● EXTRACTED INFORMATION:

------------

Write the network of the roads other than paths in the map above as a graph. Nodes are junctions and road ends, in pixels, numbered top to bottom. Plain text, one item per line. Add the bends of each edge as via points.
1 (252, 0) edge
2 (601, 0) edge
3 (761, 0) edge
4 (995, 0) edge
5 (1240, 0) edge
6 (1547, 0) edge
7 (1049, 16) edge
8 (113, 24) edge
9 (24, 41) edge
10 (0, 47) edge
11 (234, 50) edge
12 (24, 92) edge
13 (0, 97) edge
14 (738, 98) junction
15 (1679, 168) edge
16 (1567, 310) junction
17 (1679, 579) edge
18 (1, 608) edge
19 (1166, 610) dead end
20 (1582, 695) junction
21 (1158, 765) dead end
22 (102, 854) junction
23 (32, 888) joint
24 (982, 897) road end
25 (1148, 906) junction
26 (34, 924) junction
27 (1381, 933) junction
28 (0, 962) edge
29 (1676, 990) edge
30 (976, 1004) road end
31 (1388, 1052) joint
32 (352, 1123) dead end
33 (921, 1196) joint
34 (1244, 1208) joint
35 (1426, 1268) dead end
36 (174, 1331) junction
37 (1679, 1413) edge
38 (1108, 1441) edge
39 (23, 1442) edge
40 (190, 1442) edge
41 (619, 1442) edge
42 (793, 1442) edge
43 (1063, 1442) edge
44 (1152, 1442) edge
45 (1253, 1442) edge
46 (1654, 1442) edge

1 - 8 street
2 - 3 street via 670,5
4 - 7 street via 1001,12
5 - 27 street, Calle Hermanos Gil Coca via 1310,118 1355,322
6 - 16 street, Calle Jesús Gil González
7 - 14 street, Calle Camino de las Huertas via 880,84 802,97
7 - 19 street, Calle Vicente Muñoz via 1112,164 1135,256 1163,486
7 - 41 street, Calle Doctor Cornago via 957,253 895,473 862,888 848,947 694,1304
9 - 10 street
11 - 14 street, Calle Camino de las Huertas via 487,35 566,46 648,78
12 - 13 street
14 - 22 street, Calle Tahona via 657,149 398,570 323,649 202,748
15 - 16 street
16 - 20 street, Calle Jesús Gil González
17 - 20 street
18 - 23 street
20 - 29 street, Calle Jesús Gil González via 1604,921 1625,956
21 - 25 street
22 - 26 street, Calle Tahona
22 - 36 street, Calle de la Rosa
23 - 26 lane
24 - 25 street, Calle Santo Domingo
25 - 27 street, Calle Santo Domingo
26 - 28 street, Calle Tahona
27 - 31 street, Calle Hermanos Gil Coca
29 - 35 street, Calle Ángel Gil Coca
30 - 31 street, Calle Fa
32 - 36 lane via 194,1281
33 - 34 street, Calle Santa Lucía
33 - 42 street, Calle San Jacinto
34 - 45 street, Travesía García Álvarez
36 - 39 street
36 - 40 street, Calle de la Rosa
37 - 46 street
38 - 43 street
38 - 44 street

------------

● REQUIRED ACTION: Restate every line of the listing word for word.

● EXPECTED OUTPUT:
Write the network of the roads other than paths in the map above as a graph. Nodes are junctions and road ends, in pixels, numbered top to bottom. Plain text, one item per line. Add the bends of each edge as via points.
1 (252, 0) edge
2 (601, 0) edge
3 (761, 0) edge
4 (995, 0) edge
5 (1240, 0) edge
6 (1547, 0) edge
7 (1049, 16) edge
8 (113, 24) edge
9 (24, 41) edge
10 (0, 47) edge
11 (234, 50) edge
12 (24, 92) edge
13 (0, 97) edge
14 (738, 98) junction
15 (1679, 168) edge
16 (1567, 310) junction
17 (1679, 579) edge
18 (1, 608) edge
19 (1166, 610) dead end
20 (1582, 695) junction
21 (1158, 765) dead end
22 (102, 854) junction
23 (32, 888) joint
24 (982, 897) road end
25 (1148, 906) junction
26 (34, 924) junction
27 (1381, 933) junction
28 (0, 962) edge
29 (1676, 990) edge
30 (976, 1004) road end
31 (1388, 1052) joint
32 (352, 1123) dead end
33 (921, 1196) joint
34 (1244, 1208) joint
35 (1426, 1268) dead end
36 (174, 1331) junction
37 (1679, 1413) edge
38 (1108, 1441) edge
39 (23, 1442) edge
40 (190, 1442) edge
41 (619, 1442) edge
42 (793, 1442) edge
43 (1063, 1442) edge
44 (1152, 1442) edge
45 (1253, 1442) edge
46 (1654, 1442) edge

1 - 8 street
2 - 3 street via 670,5
4 - 7 street via 1001,12
5 - 27 street, Calle Hermanos Gil Coca via 1310,118 1355,322
6 - 16 street, Calle Jesús Gil González
7 - 14 street, Calle Camino de las Huertas via 880,84 802,97
7 - 19 street, Calle Vicente Muñoz via 1112,164 1135,256 1163,486
7 - 41 street, Calle Doctor Cornago via 957,253 895,473 862,888 848,947 694,1304
9 - 10 street
11 - 14 street, Calle Camino de las Huertas via 487,35 566,46 648,78
12 - 13 street
14 - 22 street, Calle Tahona via 657,149 398,570 323,649 202,748
15 - 16 street
16 - 20 street, Calle Jesús Gil González
17 - 20 street
18 - 23 street
20 - 29 street, Calle Jesús Gil González via 1604,921 1625,956
21 - 25 street
22 - 26 street, Calle Tahona
22 - 36 street, Calle de la Rosa
23 - 26 lane
24 - 25 street, Calle Santo Domingo
25 - 27 street, Calle Santo Domingo
26 - 28 street, Calle Tahona
27 - 31 street, Calle Hermanos Gil Coca
29 - 35 street, Calle Ángel Gil Coca
30 - 31 street, Calle Fa
32 - 36 lane via 194,1281
33 - 34 street, Calle Santa Lucía
33 - 42 street, Calle San Jacinto
34 - 45 street, Travesía García Álvarez
36 - 39 street
36 - 40 street, Calle de la Rosa
37 - 46 street
38 - 43 street
38 - 44 street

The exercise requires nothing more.